1. A failed president can run a low, dishonest, divisive campaign and win re-election, fanning racial & class divisions, incIting counter-racial agitators, and thus win without any true mandate to govern.
2. Low-rent personal charisma can trump job performance, if enough emotionally-addled new-generation voters are brought to the polls.
3. Low-rent cultural charisma--including, tragically, race & attitudinal oppositional "cool"--can be a major political market asset in a popular culture dominated by trash celebrity.
4. Mainstream media's liberal bias trumps alternative media's contrary leanings, immensely furthering re-election of a failed president.
5. America is already Europeanized sufficiently so that "takers" (to be fair, many of whom once "makers"--e.g., moms, veterans, retirees)--voters who, in Bill O'Reilly's tart phrase, "want stuff"--now outnumber and thus can outvote those they want the government to get "stuff" from.
6. Demographic change favors candidates who promise "stuff" to the voters. Dick Morris sums up the impact of voter demographics:
The key reason for my bum prediction is that I mistakenly believed that the 2008 surge in black, Latino, and young voter turnout would recede in 2012 to “normal” levels. Didn’t happen. These high levels of minority and young voter participation are here to stay. And, with them, a permanent reshaping of our nation’s politics.
In 2012, 13% of the vote was cast by blacks. In 04, it was 11%. This year, 10% was Latino. In ’04 it was 8%. This time, 19% was cast by voters under 30 years of age. In ’04 it was 17%. Taken together, these results swelled the ranks of Obama’s three-tiered base by five to six points, accounting fully for his victory.
I derided the media polls for their assumption of what did, in fact happen: That blacks, Latinos, and young people would show up in the same numbers as they had in 2008. I was wrong. They did.
Morris also cited the fawning photo-op Chris Christie gave Obama after Hurricane Sandy, as giving "O" a veneer of bipartisanship. Possibly with some independent women this helped, but the demographic argument Morris documents is stronger.
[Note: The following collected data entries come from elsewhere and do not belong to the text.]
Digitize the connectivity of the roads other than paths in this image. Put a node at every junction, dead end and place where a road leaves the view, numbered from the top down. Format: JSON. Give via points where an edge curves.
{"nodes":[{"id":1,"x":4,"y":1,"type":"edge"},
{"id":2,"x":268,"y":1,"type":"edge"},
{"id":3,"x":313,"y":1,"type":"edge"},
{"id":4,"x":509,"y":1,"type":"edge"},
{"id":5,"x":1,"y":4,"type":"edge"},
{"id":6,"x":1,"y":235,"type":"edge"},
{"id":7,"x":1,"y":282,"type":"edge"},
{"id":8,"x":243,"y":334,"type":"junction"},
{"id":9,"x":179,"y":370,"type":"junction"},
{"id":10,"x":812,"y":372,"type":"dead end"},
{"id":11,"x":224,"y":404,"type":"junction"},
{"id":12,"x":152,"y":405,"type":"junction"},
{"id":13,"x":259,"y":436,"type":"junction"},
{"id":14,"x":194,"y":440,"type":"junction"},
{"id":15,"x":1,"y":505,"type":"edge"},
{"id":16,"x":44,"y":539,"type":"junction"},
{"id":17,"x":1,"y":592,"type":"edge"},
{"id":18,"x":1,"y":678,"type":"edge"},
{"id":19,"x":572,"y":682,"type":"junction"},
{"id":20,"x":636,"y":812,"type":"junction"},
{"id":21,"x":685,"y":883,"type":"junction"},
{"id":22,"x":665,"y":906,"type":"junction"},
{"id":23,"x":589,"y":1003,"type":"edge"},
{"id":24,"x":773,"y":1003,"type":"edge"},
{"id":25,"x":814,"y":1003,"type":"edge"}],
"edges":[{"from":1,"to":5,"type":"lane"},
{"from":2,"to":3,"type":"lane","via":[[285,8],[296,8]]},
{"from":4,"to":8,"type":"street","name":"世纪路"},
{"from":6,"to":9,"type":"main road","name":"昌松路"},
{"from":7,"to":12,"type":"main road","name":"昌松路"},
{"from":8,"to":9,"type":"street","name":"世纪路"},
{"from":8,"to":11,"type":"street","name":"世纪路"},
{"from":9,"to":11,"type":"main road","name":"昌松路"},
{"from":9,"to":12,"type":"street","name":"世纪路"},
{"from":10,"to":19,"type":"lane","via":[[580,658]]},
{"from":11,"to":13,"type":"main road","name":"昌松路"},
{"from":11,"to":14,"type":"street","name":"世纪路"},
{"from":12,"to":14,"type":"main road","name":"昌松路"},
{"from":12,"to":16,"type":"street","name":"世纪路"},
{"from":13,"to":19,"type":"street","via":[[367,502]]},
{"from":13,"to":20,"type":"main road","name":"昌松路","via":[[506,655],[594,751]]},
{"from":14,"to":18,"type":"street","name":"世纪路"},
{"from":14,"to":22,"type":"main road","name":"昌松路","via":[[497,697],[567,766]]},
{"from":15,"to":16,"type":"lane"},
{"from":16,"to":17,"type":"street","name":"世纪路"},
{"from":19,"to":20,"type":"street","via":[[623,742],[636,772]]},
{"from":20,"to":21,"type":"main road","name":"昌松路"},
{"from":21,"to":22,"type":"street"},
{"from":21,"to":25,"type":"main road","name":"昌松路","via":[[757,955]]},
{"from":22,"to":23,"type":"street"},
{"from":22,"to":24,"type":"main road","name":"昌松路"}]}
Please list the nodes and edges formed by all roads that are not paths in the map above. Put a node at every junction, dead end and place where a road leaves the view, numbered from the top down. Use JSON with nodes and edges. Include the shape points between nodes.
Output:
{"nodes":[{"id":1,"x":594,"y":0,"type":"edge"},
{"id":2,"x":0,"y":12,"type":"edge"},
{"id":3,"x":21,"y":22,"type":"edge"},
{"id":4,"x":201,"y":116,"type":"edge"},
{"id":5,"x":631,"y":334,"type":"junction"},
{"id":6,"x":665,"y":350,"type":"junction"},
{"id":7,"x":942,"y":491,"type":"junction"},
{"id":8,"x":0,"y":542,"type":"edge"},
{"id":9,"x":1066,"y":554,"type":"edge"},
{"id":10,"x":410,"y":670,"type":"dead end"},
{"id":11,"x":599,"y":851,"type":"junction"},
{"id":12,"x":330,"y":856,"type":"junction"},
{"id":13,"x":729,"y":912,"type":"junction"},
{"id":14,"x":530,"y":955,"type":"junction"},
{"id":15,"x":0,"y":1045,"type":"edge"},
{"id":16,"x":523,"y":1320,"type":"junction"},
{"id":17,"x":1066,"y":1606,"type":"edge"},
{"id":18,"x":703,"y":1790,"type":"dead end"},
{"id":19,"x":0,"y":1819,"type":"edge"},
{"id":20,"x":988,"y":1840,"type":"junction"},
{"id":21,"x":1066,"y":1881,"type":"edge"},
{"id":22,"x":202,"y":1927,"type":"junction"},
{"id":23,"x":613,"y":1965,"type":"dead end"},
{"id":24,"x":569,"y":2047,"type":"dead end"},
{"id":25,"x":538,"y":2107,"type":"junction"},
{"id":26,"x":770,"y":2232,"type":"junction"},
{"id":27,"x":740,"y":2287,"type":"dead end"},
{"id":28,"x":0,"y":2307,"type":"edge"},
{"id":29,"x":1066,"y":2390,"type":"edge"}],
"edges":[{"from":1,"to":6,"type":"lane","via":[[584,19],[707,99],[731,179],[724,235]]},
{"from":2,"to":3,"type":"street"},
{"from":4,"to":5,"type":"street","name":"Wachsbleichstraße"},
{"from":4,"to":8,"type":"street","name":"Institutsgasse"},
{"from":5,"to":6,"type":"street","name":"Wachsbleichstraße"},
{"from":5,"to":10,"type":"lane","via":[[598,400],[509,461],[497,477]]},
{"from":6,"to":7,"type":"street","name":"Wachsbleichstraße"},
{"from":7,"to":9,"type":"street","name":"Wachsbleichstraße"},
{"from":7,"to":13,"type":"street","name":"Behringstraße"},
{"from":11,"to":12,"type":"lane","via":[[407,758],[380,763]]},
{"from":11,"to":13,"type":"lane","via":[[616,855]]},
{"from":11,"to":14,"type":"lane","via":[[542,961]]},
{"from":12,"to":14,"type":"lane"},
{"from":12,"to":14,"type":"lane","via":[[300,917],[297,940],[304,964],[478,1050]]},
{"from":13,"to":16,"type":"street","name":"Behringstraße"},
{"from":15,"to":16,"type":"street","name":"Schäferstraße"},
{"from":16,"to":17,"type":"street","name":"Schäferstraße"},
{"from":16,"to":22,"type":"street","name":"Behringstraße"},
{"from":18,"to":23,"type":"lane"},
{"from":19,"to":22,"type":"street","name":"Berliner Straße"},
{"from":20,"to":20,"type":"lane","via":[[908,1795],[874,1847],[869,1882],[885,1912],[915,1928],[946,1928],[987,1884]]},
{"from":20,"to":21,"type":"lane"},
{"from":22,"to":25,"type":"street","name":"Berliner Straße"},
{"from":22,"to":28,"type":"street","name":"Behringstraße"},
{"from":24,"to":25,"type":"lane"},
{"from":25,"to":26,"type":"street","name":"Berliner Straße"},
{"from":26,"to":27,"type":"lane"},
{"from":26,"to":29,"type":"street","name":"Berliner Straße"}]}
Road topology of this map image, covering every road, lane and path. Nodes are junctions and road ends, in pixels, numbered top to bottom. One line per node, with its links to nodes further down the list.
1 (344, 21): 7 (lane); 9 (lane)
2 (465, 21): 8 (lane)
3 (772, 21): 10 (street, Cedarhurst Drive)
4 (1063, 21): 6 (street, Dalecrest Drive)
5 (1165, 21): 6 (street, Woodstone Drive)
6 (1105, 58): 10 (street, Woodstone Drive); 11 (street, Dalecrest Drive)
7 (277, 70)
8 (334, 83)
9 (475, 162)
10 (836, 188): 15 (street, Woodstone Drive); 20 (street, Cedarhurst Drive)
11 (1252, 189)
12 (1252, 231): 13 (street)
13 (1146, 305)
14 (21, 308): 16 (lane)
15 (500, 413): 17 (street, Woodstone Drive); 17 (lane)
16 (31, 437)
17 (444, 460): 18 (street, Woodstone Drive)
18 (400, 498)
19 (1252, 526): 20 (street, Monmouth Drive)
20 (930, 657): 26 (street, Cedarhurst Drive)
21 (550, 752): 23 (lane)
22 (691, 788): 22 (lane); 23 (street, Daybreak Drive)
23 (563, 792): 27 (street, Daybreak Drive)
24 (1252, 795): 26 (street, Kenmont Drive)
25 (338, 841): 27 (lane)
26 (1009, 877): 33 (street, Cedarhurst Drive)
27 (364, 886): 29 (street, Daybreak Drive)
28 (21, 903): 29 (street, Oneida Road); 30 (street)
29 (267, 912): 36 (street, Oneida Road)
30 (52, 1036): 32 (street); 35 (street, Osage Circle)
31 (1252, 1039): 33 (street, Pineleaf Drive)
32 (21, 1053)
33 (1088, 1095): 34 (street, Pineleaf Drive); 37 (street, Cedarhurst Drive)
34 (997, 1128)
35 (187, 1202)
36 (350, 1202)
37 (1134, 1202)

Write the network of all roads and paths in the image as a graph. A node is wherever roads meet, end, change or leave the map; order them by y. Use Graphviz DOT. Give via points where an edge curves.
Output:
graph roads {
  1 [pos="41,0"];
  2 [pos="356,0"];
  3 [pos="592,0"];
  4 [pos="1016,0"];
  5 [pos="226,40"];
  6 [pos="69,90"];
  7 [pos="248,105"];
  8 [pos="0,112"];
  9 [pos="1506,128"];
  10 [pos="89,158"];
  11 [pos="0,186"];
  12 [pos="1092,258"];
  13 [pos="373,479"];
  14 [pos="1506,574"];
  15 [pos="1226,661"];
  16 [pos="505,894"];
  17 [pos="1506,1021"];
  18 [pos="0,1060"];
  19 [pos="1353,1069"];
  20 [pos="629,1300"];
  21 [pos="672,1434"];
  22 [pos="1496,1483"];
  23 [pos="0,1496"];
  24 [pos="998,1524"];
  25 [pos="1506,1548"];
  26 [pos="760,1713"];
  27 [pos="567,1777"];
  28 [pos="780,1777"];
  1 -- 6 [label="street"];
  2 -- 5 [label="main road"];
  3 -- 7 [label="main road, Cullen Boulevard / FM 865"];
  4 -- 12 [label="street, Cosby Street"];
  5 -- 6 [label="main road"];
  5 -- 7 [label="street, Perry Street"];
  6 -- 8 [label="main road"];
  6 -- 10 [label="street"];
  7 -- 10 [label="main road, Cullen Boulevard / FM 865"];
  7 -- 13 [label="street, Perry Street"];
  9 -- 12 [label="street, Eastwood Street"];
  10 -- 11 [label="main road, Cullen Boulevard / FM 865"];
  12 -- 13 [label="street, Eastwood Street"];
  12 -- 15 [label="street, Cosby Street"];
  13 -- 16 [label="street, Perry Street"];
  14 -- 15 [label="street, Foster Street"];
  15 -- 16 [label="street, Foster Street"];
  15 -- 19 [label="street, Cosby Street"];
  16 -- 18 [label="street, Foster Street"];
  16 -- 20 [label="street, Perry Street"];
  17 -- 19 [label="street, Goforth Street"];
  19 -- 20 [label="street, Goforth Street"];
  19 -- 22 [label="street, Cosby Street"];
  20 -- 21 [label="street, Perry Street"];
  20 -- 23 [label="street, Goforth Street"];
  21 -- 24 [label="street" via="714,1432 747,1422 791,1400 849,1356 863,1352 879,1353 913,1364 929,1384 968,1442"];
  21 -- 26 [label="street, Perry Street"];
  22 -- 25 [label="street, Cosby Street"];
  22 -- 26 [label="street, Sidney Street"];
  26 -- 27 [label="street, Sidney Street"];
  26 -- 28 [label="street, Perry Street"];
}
Buttressing this is Manhattan Institute scholar Heather Mac Donald, who writes that in California Hispanic voters cared more about economic gaps than illegal immigration or social issues; thus the GOP faces a huge uphill battle with Hispanics. And depressingly, the "war on women" rhetoric resonated with unmarried female voters.
Nationwide state ballot results show some areas where popular referenda may be used to limit federal power, including, notably, the reach of ObamaCare. Left-wing unions lost most ballot measures, too.
Bottom Line. America may already have crossed the "tipping point" of no return, where those who demand more government become so dependent upon the state that independence is no longer an option. We have seen on our television screens what such a societal future leads to, in the streets of Madrid, Athens & London.